The same problem arises with the idea of arming teachers. You can't just keep the weapon sitting out on the desk or even locked in a drawer. A mentally ill student might just snap, grab the gun and start shooting. The only way it would be of any use would be for the teacher to be wearing it right on his/her hip. While that might be a way to keep order in the classroom, I can't believe it would be helpful to learning.

I'm conjuring up images of all my old public school teachers "packing heat" and can't stop laughing. There is the possible exception of my sixth-grade teacher, a mean woman whom I disliked. With her, the image works. However, I'd have been more afraid that she would shoot her students rather than protect them. There are nut-cake teachers, too.

The NRA is passionate about the government's supposed, "assault on the Second Amendment." They conveniently omit the first part of the sentence, "A well regulated Militia (sic), being necessary to the security of a free state, . . ." Using their convoluted logic, what's to stop private citizens from owning rocket-propelled grenades, mortars, tanks, or even (if you can afford one) a modest nuclear device?

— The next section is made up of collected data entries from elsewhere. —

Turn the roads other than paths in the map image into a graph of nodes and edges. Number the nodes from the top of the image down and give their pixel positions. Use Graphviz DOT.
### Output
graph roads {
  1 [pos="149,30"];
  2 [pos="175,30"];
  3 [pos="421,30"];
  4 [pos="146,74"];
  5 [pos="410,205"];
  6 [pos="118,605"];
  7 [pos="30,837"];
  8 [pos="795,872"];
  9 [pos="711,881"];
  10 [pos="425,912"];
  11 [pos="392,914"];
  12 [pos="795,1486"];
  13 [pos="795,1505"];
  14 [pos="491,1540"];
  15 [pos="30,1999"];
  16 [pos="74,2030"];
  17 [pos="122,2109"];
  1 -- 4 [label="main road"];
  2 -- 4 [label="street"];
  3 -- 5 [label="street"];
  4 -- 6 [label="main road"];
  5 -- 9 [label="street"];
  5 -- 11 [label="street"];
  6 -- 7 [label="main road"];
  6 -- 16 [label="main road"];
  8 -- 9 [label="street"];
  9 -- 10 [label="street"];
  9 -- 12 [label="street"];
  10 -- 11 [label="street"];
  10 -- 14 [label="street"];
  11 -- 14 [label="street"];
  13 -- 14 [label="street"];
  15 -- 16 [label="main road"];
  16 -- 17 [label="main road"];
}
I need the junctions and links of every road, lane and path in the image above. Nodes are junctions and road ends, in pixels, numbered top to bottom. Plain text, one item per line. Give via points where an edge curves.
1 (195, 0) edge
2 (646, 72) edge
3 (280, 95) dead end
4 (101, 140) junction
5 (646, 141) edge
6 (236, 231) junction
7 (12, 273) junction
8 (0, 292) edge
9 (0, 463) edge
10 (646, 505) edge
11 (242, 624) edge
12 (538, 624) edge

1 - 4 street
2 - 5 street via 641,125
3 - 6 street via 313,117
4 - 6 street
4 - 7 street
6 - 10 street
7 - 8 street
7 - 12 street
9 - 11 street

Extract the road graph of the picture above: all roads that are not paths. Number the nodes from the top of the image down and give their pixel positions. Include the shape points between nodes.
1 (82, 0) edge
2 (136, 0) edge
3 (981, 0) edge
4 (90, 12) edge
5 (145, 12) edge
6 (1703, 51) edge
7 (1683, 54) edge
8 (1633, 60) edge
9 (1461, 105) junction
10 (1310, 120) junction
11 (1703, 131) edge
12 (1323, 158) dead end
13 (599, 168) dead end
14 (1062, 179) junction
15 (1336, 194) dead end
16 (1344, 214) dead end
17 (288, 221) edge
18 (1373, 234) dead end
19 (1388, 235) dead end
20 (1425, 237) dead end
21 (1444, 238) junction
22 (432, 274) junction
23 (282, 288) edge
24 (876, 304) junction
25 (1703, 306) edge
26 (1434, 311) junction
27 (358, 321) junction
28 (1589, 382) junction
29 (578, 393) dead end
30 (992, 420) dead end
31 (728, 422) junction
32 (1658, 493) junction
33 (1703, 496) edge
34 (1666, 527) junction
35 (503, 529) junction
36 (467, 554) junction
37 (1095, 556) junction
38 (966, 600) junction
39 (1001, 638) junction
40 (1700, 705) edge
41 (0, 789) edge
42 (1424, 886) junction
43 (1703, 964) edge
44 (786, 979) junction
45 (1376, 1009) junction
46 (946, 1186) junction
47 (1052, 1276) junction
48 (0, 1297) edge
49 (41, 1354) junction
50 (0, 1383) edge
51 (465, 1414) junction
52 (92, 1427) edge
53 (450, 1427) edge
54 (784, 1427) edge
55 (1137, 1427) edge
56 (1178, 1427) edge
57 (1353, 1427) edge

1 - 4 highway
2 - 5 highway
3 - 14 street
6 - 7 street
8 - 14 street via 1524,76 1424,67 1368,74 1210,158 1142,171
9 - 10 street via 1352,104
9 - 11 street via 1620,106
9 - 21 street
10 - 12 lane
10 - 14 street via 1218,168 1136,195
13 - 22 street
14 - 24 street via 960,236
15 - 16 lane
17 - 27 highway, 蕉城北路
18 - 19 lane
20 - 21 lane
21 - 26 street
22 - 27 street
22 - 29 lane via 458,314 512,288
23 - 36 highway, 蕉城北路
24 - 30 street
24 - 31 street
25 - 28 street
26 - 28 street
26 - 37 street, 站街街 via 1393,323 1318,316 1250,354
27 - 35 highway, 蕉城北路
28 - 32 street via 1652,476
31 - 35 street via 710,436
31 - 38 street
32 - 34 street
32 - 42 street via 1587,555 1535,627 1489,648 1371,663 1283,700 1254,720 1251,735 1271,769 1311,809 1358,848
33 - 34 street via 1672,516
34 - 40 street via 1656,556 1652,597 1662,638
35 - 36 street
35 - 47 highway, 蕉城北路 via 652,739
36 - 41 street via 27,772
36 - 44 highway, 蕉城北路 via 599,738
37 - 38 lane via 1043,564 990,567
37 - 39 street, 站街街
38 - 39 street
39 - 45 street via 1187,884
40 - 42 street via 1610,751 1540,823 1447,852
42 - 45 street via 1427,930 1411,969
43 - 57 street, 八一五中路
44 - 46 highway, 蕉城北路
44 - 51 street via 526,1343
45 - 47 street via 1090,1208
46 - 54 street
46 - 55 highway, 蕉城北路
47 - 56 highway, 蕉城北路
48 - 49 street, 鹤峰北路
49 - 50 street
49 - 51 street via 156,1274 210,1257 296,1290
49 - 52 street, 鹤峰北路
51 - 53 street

Even the most conservative justice on the US Supreme Court, Antonin Scalia, in a 2008 decision, said the right to bear arms was not without limits, "We think that limitation is fairly supported by the historical tradition of prohibiting the carrying of 'dangerous and unusual weapons.'"

The question, therefore, comes down to where the line is drawn.

I don't think anybody would dispute that semi-automatic military-style rifles (some of which can easily be made fully-automatic) like Bushmasters, AK-47s and AR-15s are dangerous. Maybe the problem is how "usual" they've become.

As to armed guards everywhere else in our society, I can only wonder how many there are at the NRA headquarters in Washington. Either there are dozens protecting everyone inside, or there may not be the need for any, since, according to their philosophy, everybody inside should be carrying a gun and can protect him/herself.

After all, you never know when some usually rational gun-control supporter might just snap, get an AR-15 and walk in and open fire.

I'm not advocating it; just saying it could happen.